The entries are to be repeated verbatim, with nothing left out.

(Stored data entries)
------------------------------------------------------------

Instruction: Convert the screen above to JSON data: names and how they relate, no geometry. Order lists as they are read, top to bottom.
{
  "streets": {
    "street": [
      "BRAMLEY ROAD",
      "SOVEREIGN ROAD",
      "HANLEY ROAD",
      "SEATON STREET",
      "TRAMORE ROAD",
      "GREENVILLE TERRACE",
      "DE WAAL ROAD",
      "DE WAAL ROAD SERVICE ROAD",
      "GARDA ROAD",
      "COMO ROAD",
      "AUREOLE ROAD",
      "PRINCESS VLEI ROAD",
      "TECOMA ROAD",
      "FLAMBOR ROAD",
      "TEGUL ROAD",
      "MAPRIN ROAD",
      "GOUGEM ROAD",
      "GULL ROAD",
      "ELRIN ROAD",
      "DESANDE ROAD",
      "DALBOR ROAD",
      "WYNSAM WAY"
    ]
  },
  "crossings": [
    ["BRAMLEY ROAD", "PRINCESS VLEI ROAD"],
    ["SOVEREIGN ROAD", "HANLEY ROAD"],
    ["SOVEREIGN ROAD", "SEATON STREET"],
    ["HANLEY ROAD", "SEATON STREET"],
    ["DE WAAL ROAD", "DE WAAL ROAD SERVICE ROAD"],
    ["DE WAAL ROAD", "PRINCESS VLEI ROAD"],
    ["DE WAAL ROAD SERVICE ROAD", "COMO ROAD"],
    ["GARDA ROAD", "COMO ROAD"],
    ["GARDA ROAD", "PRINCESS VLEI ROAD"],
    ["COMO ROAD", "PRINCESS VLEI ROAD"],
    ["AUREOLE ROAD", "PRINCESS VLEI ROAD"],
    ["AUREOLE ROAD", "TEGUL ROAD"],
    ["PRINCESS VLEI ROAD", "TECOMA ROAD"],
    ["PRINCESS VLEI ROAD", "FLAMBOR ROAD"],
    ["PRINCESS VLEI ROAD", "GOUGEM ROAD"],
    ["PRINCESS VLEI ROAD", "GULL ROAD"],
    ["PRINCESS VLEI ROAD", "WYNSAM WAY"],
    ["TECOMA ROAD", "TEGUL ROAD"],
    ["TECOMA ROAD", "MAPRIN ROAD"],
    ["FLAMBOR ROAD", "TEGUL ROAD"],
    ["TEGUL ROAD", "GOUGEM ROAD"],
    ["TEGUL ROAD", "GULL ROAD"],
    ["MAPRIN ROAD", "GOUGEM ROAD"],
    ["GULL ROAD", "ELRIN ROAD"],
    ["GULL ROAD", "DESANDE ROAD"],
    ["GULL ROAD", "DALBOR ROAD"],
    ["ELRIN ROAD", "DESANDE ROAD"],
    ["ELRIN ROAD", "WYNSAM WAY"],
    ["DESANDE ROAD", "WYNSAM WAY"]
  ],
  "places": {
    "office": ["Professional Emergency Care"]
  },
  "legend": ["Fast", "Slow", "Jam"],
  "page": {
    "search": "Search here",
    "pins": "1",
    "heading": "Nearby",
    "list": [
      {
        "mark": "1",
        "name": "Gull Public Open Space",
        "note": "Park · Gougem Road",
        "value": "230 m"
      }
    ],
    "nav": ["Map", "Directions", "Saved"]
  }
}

------------------------------------------------------------

**Solution to the problem**
Instruction: Convert the screen above to JSON data: names and how they relate, no geometry. Order lists as they are read, top to bottom.
{
  "streets": {
    "street": [
      "BRAMLEY ROAD",
      "SOVEREIGN ROAD",
      "HANLEY ROAD",
      "SEATON STREET",
      "TRAMORE ROAD",
      "GREENVILLE TERRACE",
      "DE WAAL ROAD",
      "DE WAAL ROAD SERVICE ROAD",
      "GARDA ROAD",
      "COMO ROAD",
      "AUREOLE ROAD",
      "PRINCESS VLEI ROAD",
      "TECOMA ROAD",
      "FLAMBOR ROAD",
      "TEGUL ROAD",
      "MAPRIN ROAD",
      "GOUGEM ROAD",
      "GULL ROAD",
      "ELRIN ROAD",
      "DESANDE ROAD",
      "DALBOR ROAD",
      "WYNSAM WAY"
    ]
  },
  "crossings": [
    ["BRAMLEY ROAD", "PRINCESS VLEI ROAD"],
    ["SOVEREIGN ROAD", "HANLEY ROAD"],
    ["SOVEREIGN ROAD", "SEATON STREET"],
    ["HANLEY ROAD", "SEATON STREET"],
    ["DE WAAL ROAD", "DE WAAL ROAD SERVICE ROAD"],
    ["DE WAAL ROAD", "PRINCESS VLEI ROAD"],
    ["DE WAAL ROAD SERVICE ROAD", "COMO ROAD"],
    ["GARDA ROAD", "COMO ROAD"],
    ["GARDA ROAD", "PRINCESS VLEI ROAD"],
    ["COMO ROAD", "PRINCESS VLEI ROAD"],
    ["AUREOLE ROAD", "PRINCESS VLEI ROAD"],
    ["AUREOLE ROAD", "TEGUL ROAD"],
    ["PRINCESS VLEI ROAD", "TECOMA ROAD"],
    ["PRINCESS VLEI ROAD", "FLAMBOR ROAD"],
    ["PRINCESS VLEI ROAD", "GOUGEM ROAD"],
    ["PRINCESS VLEI ROAD", "GULL ROAD"],
    ["PRINCESS VLEI ROAD", "WYNSAM WAY"],
    ["TECOMA ROAD", "TEGUL ROAD"],
    ["TECOMA ROAD", "MAPRIN ROAD"],
    ["FLAMBOR ROAD", "TEGUL ROAD"],
    ["TEGUL ROAD", "GOUGEM ROAD"],
    ["TEGUL ROAD", "GULL ROAD"],
    ["MAPRIN ROAD", "GOUGEM ROAD"],
    ["GULL ROAD", "ELRIN ROAD"],
    ["GULL ROAD", "DESANDE ROAD"],
    ["GULL ROAD", "DALBOR ROAD"],
    ["ELRIN ROAD", "DESANDE ROAD"],
    ["ELRIN ROAD", "WYNSAM WAY"],
    ["DESANDE ROAD", "WYNSAM WAY"]
  ],
  "places": {
    "office": ["Professional Emergency Care"]
  },
  "legend": ["Fast", "Slow", "Jam"],
  "page": {
    "search": "Search here",
    "pins": "1",
    "heading": "Nearby",
    "list": [
      {
        "mark": "1",
        "name": "Gull Public Open Space",
        "note": "Park · Gougem Road",
        "value": "230 m"
      }
    ],
    "nav": ["Map", "Directions", "Saved"]
  }
}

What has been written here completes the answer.